Owner Sam Laidlaw has enjoyed considerable success in the very competitive Quarter Tonner class. He gathered an impressive collection of trophies in the eight years he raced his Aguila, including the Quarter Ton Cup twice and the class at Cowes Week on four successive occasions.
When he was looking for his next boat he chose another Quarter Tonner, naturally. But the revived class doesn’t allow newly built boats, and there is now a finite collection of potentially competitive boats since the class’s rebirth in 2005 has seen a committed collection of owners restore many of the best vintage designs.

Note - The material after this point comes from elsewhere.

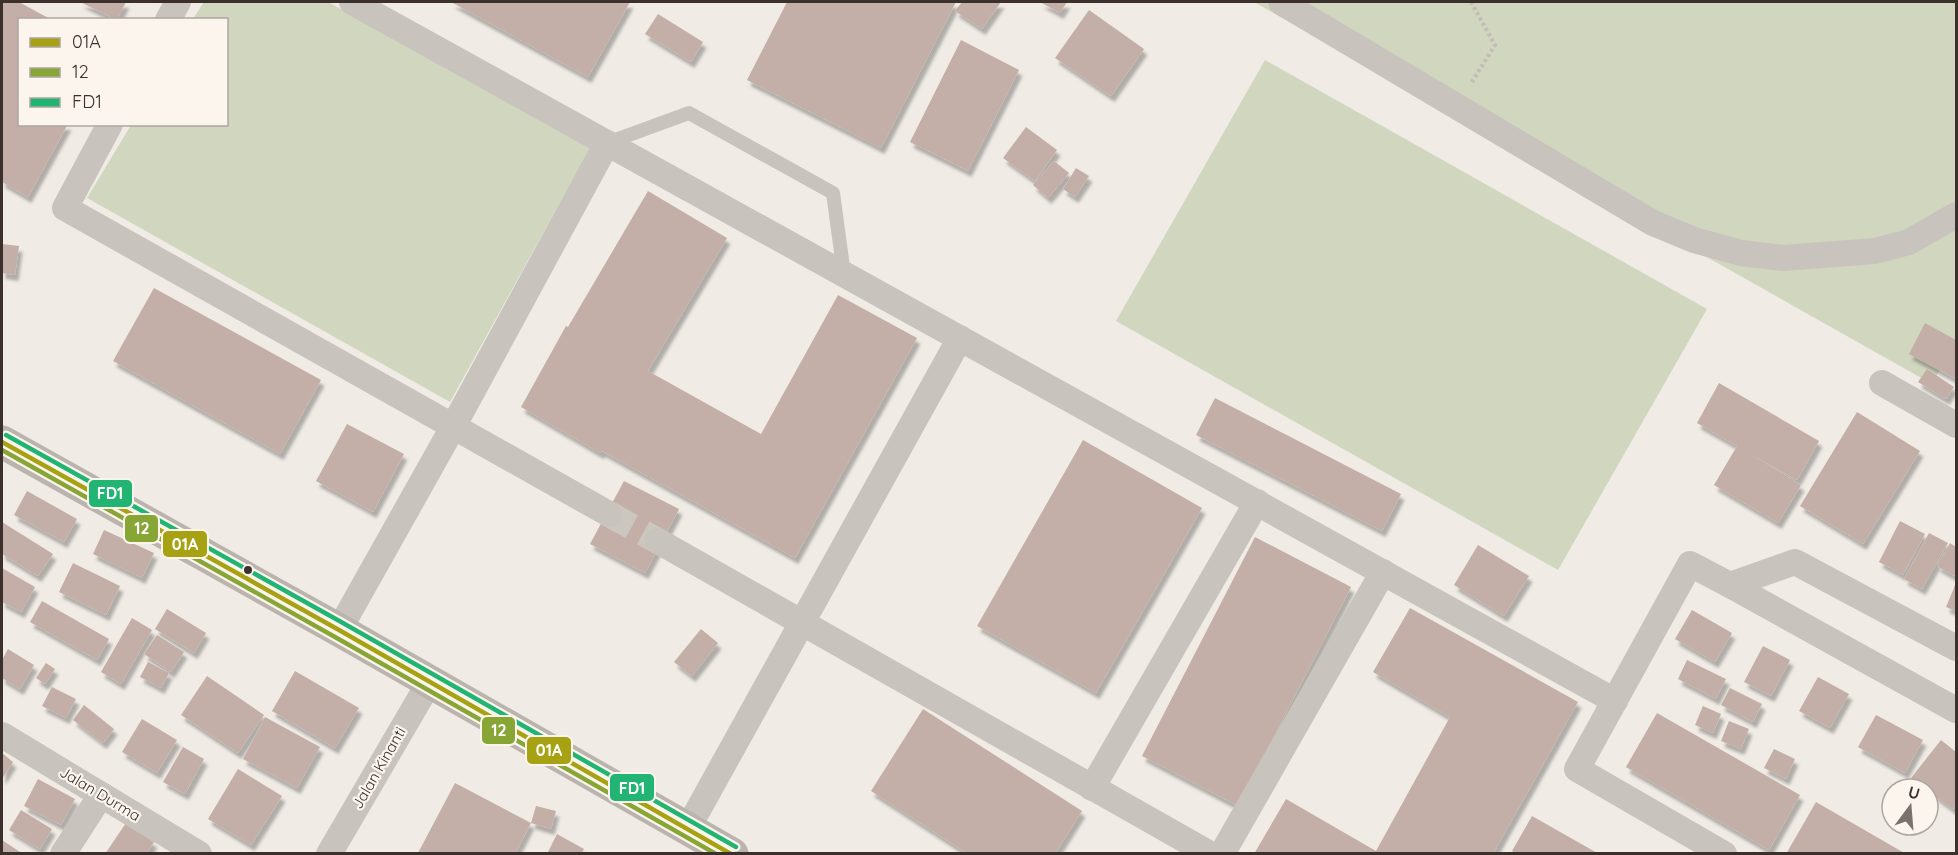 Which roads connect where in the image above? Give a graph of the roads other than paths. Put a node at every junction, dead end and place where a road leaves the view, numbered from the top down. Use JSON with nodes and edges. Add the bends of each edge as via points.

BLT was the Jacques Fauroux-designed Bullit, winner of the 1980 Quarter Ton Cup in New Zealand. In all just seven Bullits were built, three of which won consecutive Quarter Ton Cups in 1978, 1980 and 1981, and they have become increasingly sought-after.
BLT had been living out her retirement in the Pacific before she was rediscovered by Rob Gray, who has sailed with Sam Laidlaw for a couple of decades, including as joint owners of the classic Sparkman & Stephens One Tonner Clarinet.
Having recently sold Clarinet, the pair decided to take on the project together, and shipped BLT back to the UK. She was transported over to the Isle of the Wight under cover of night to be rebuilt in Cowes, and, amazingly the project stayed under the radar until shortly before she was launched for the 2019 Quarter Ton Cup.
There were already four Bullit designs in the Solent fleet, including Julian Metherell’s Bullit and Louise Morton’s Bullet, the latter winner of the 1979 Quarter Ton Cup in San Remo. Another Bullit design, Protis, winner of the 1981 championship, also won the 2019 Cup, in Ian Southworth’s hands.